Spreads of spermatocyte after SC immunostaining with anti-SCP3 antiserum. (a) SC of pachytene spermatocytes of control mice. The arrow indicates the sex vesicles in control spermatocytes. (b) Atm^−/− spermatocytes show aberrant synapsis with unpaired axial cores, nonhomologous synapsis, and fragmented SCs.

FIG. 3

SCP3 immunostaining (yellowish) to structurally preserved spermatocytes from normal (a to c) and Atm^−/− (d to f) testicle suspensions. DAPI images (gray) are shown to the right. (a) Zygotene nucleus with partial synapsis. (b and c) Pachytene nuclei with variously arranged SCs. (d) Atm^−/− spermatocyte nucleus with a prominent chromocenter (seen as white mass in the DAPI image) and fragments of SC located at the chromocenter (compare with Fig. 5c and d). (e) Atm^−/− spermatocyte with SCs looping out from the single chromocenter (bouquet arrangement). (f) Aberrant Atm^−/− spermatocyte with long axial elements and few stretches of SCs.

FIG. 4

FISH with chromosome 8-specific proximal probes to Atm^−/− spermatocytes. (a) Nonaligned, with two signals; (b) aligned with two signals in close proximity; (c) fused signals.

FIG. 5

Spermatocytes showing telomere clustering and subsequent separation of telomeres in postleptotene stage of meiosis prophase I as detected by the TTAGGG probe and propidium iodide used as counterstain. (a and b) Spermatocytes of control mice at leptotene/zygotene stage. (c) Spermatocyte of Atm^−/− mice at leptotene/zygotene stage. Note that panels a to c have the fewest telomere signals but each signal is created by numerous closely spaced signals.
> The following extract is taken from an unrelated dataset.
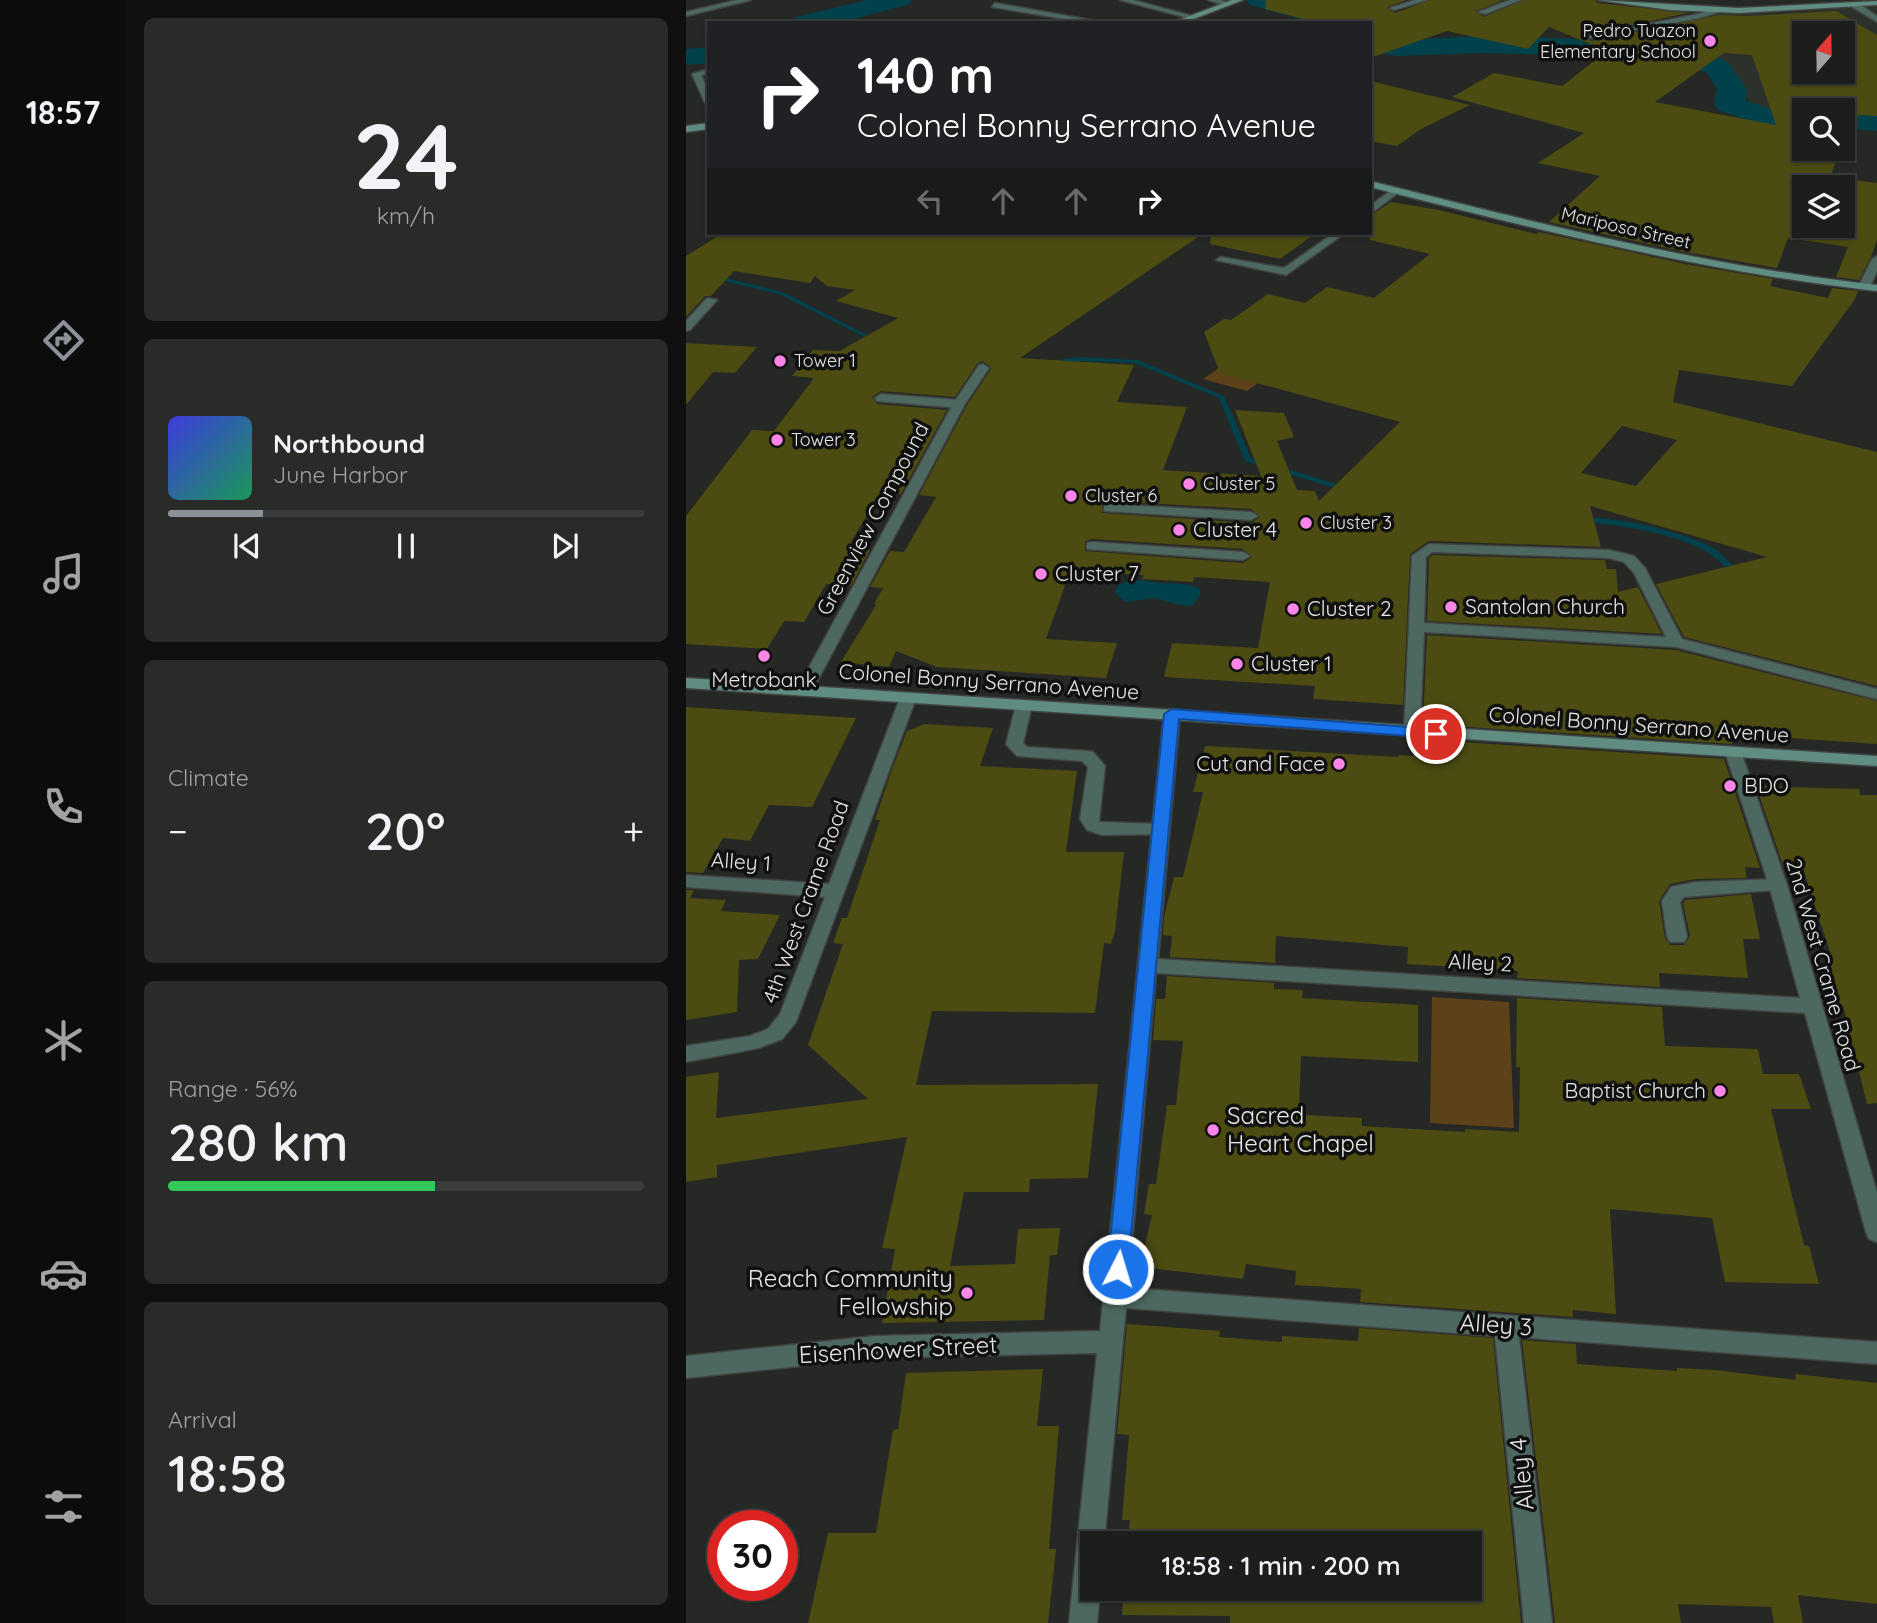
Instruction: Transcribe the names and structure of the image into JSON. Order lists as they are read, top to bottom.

Panels d to f show increased telomere signal numbers in cells from control mice with disperse telomere arrangement, as the clustered telomeres have organized in proper pairs. Such telomere dispersal at pachytene was rarely seen in Atm^−/− spermatocytes.

FIG. 6

Telomere FISH (green) and simultaneous SCP3 immunostaining (red) to structurally preserved bouquet spermatocytes of normal (a and b) and Atm^−/− (c and d) spermatocyte nuclei. DAPI (blue) marks the nuclear outline. (a) Leptotene/early zygotene nucleus with partially clustered telomeres and numerous axial core fragments; (b) zygotene nucleus with partially clustered telomeres and extensive synapsis; (c) polarized Atm^−/− spermatocyte with clustered telomeres and aberrant large SC-protein signals at and near the telomeres (yellow indicates color overlap); (d) Atm^−/− spermatocyte nucleus with clustered telomeres and aberrant synapsis (arrow denotes an SC stretch which connects at least three telomere-proximal axial cores).

FIG. 7

Autoradiograph visualizing telomeric DNA. Halo preparations were digested with StyI and centrifuged to separate S and P telomeric sequences. Lanes show total (T; P plus S), S, and P telomeric DNA fractions in spermatogonia of Atm null (a) and control (b) mice. Lanes P and S for control mice and lanes P and S for Atm null mice represent telomeric DNA from similar numbers of halos. Note the difference in the P/S fraction ratio between Atm null and control mouse cells.